Alternatives That Have Emerged
The internet has developed several ways to reduce reliance on Base64 where it isn't necessary. HTTP/2 and HTTP/3 multiplexing over a single connection reduces the penalty for multiple small file requests, weakening the argument for inlining images as data URIs. Multipart form data lets HTTP clients upload binary files without encoding them. Protocol Buffers and other binary serialization formats sidestep the JSON-requires-text problem for internal APIs.
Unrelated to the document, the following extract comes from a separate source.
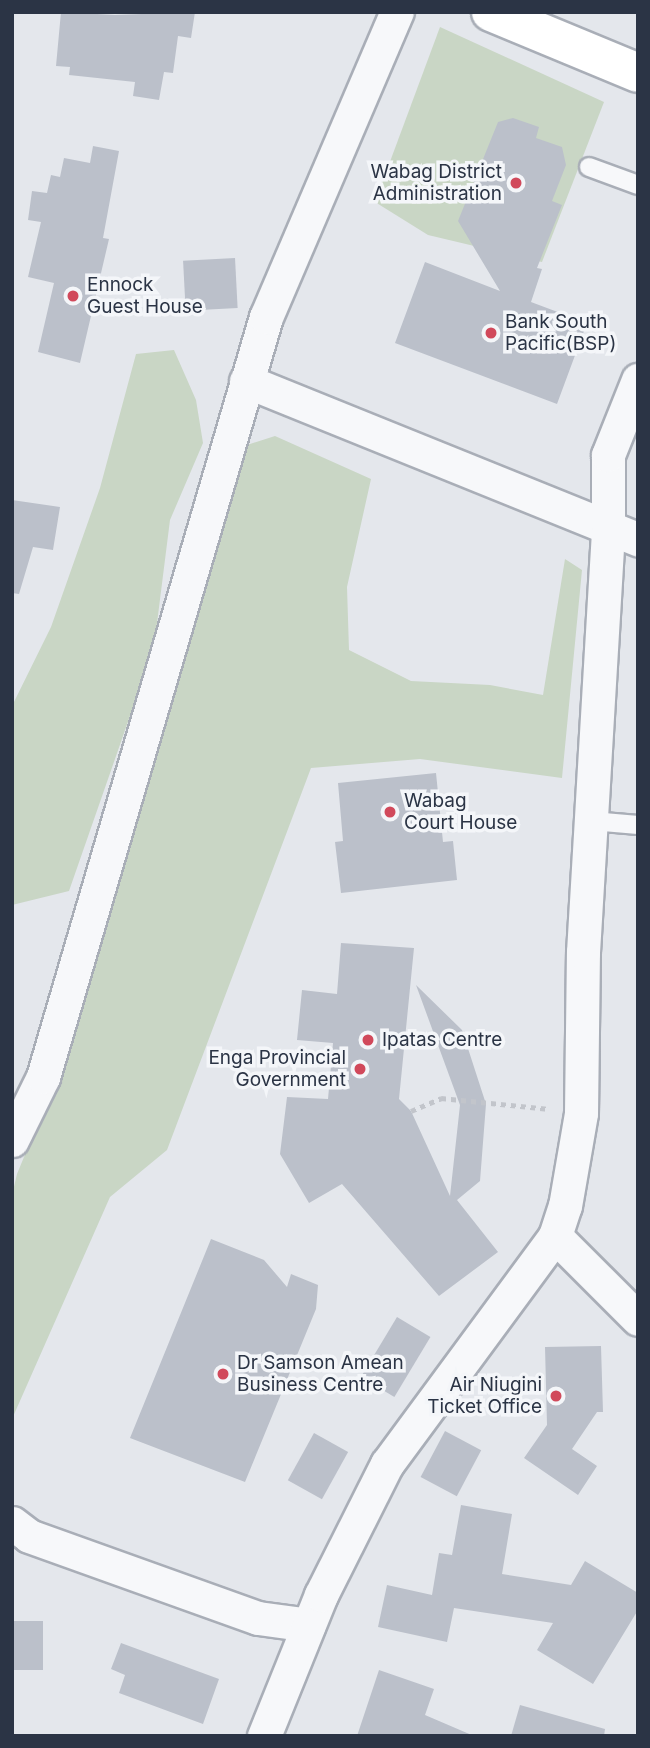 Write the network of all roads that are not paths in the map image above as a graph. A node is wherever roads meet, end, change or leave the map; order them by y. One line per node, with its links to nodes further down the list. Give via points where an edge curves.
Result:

None of these render Base64 obsolete — they just narrow the set of situations where it's the best tool. For the problems it was designed to solve, the encoding remains as relevant now as it was in 1987.
Practical Takeaways
- Expect exactly 33% overhead whenever you Base64-encode a file, plus a few bytes of padding. This is deterministic; there's no way to reduce it without changing the encoding itself.
- Check whether the channel actually needs it. If the transport layer supports binary natively (gRPC, binary WebSocket, direct file upload), encoding is waste.
- For embedded web assets, size matters. Below 10 KB, the eliminated HTTP request usually wins. Above that, the bandwidth cost of the larger asset tends to outweigh the benefit.
- Use the right database column type. Binary data belongs in binary columns. Base64 in a text field is almost never the right answer.
Base64 is one of those technologies that feels like a kludge until you understand the constraint it was solving. It is a kludge — an intentional, carefully designed one that trades storage and bandwidth for compatibility across the full range of text-only protocols that the internet was built on. The overhead is real, and it's worth tracking. But for the problems it was built to solve, there's still nothing cleaner.